Late Eighteenth-Century Britain and the Regency Period
Jane Austen’s brief life and writing career overlapped with one of the most transformative eras in British history, marked by revolution abroad and unrest at home. The signing of the Declaration of Independence in 1776, the year after Austen’s birth, signaled the start of the American Revolution, followed in the next decade by the beginning of the French Revolution in 1789. For the next two decades, Britain was engaged almost without cease in the Revolutionary and Napoleonic Wars of 1793–1815, one of the most significant conflicts in British history. Among the effects of England’s foreign wars during this period were great financial instability and monetary volatility. The precariousness of the late eighteenth-century was followed in the 1810s and 1820s by what is known as the Regency period. The Regency officially began in 1811, when King George III went permanently insane and his son George, Prince of Wales, was sanctioned to rule England in his place as Regent. The political Regency lasted until 1820, when George IV was crowned. However, the Regency period has also come to refer more generally to the early decades of the nineteenth century before the start of Victoria’s reign in 1837, during which the Prince Regent provided a great deal of support for the development of the arts and sciences that flourished during this period. Austen would have witnessed, moreover, the beginning of industrialization in England, though the growth of the factory system would not reach its peak until the middle of the nineteenth century. Outside of the genteel world we see in Pride and Prejudice, a third of the country’s population lived on the verge of starvation, spurring food riots across the countryside. This unrest was compounded by Luddite protestors who attacked new industrial machinery (a practice called “machine breaking”) in demonstrations that were a precursor to labor strikes. As these demonstrations spread fear of a revolution in England, the government responded with repressive measures that sharply curtailed freedom of speech.

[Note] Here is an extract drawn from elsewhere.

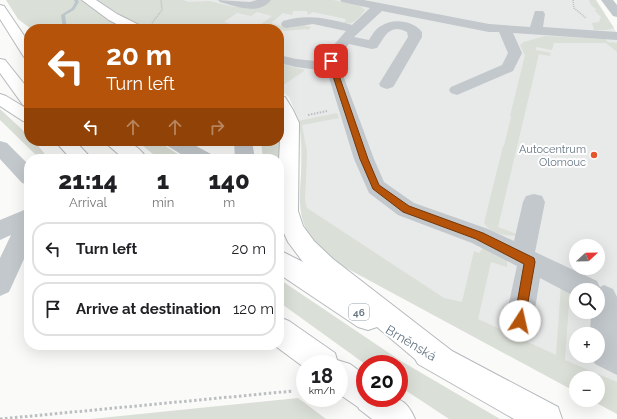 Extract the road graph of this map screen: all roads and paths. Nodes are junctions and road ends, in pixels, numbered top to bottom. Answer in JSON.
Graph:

War with FrancePortrait of Henry IV by Austen’s sister Cassandra, c. 1790. (Wikimedia Commons) An illustration to Austen’s youthful satire The History of England by "a partial, prejudiced & ignorant Historian.“
Stretching over twenty-two years, Britain’s war with France affected every level of British society. While an estimated quarter of a million men
were serving in the regular army, a militia of officers and volunteers in the southeast coast of England (the region where Austen was from) mobilized for what was thought to be an impending invasion by Napoleon. Austen had a close connection to the militia, as her brother Henry joined the Oxfordshire militia in 1793. Though the rural countryside in which Austen’s novels are set seems at a far remove from the tumultuousness of the period, the world of Pride and Prejudice bears the traces of turmoil abroad. As Gillian Russell writes, “The hum of wartime, if not the blast or cry of battle, pervades [Austen’s] fiction.”[1] The presence of the troops at Brighton and militia officers like Wickham reflect wider concerns about the place of the military in English civil society.
The Landed Gentry
The novel is also embedded within a set of domestic concerns over property, money and status that highlight the changing social landscape of late eighteenth and early nineteenth-century England. Austen’s novels portray the gentry, a broad social class that includes those who owned land (the country or landed gentry) as well as the professional classes (lawyers, doctors and clergy) who did not. Though industrialization and urbanization had begun to take hold at the end of the eighteenth century, the most influential sector of society in Austen’s time was the landed gentry. Throughout the eighteenth and nineteenth centuries, ownership of English land was concentrated in the hands of the relatively small landed classes, who retained their hold over the land through a system that encouraged the consolidation and extension of estates by enforcing strict inheritance laws. Entails of the kind referred to in the novel were established during this period in order to concentrate wealth and enlarge estates by funneling property to male children or male relatives rather than breaking it up and distributing it amongst family members. Thus, Mr. Bennett’s land is left not to his daughters but to a (male) member of his extended family, Mr. Collins, ensuring that the property stays in the family line, while disinheriting Elizabeth and her sisters. Large country estates, of the kind Darcy owns and Mr. Bingley desires to purchase, served as a symbol of the wealth and power of the landed gentry.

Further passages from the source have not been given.